AIM OF THE TASK:
A word-for-word copy of the records is needed, with every picture left out.

RAW DATA:
=== Section Start ===
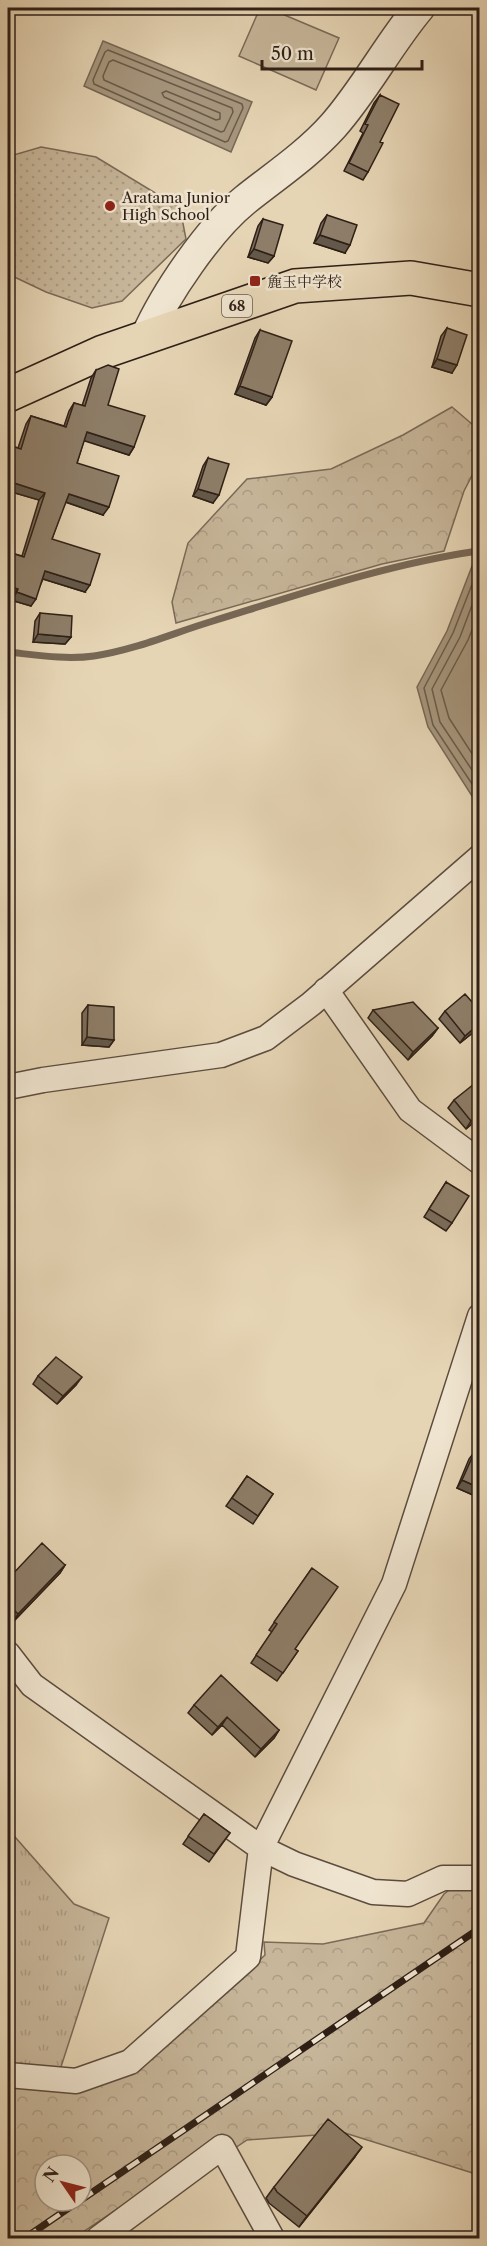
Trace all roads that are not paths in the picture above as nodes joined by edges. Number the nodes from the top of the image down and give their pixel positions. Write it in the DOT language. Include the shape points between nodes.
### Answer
graph roads {
  1 [pos="419,8"];
  2 [pos="480,290"];
  3 [pos="146,337"];
  4 [pos="8,395"];
  5 [pos="480,857"];
  6 [pos="326,990"];
  7 [pos="8,1087"];
  8 [pos="480,1162"];
  9 [pos="480,1316"];
  10 [pos="8,1654"];
  11 [pos="261,1848"];
  12 [pos="480,1878"];
  13 [pos="8,2075"];
  14 [pos="99,2238"];
  15 [pos="272,2238"];
  1 -- 3 [label="street" via="333,126 216,228 155,316"];
  2 -- 3 [label="main road, 68" via="411,278 295,286"];
  3 -- 4 [label="main road, 68"];
  5 -- 6 [label="street"];
  6 -- 7 [label="street" via="266,1038 220,1055"];
  6 -- 8 [label="street" via="410,1110"];
  9 -- 11 [label="street" via="394,1584"];
  10 -- 11 [label="street" via="32,1685"];
  11 -- 12 [label="street" via="373,1892 408,1894 443,1878"];
  11 -- 13 [label="street" via="248,1958 214,1990 130,2062 76,2081"];
  14 -- 15 [label="street" via="222,2147"];
}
=== Section End ===
ANSWER SECTION:
Trace all roads that are not paths in the picture above as nodes joined by edges. Number the nodes from the top of the image down and give their pixel positions. Write it in the DOT language. Include the shape points between nodes.
### Answer
graph roads {
  1 [pos="419,8"];
  2 [pos="480,290"];
  3 [pos="146,337"];
  4 [pos="8,395"];
  5 [pos="480,857"];
  6 [pos="326,990"];
  7 [pos="8,1087"];
  8 [pos="480,1162"];
  9 [pos="480,1316"];
  10 [pos="8,1654"];
  11 [pos="261,1848"];
  12 [pos="480,1878"];
  13 [pos="8,2075"];
  14 [pos="99,2238"];
  15 [pos="272,2238"];
  1 -- 3 [label="street" via="333,126 216,228 155,316"];
  2 -- 3 [label="main road, 68" via="411,278 295,286"];
  3 -- 4 [label="main road, 68"];
  5 -- 6 [label="street"];
  6 -- 7 [label="street" via="266,1038 220,1055"];
  6 -- 8 [label="street" via="410,1110"];
  9 -- 11 [label="street" via="394,1584"];
  10 -- 11 [label="street" via="32,1685"];
  11 -- 12 [label="street" via="373,1892 408,1894 443,1878"];
  11 -- 13 [label="street" via="248,1958 214,1990 130,2062 76,2081"];
  14 -- 15 [label="street" via="222,2147"];
}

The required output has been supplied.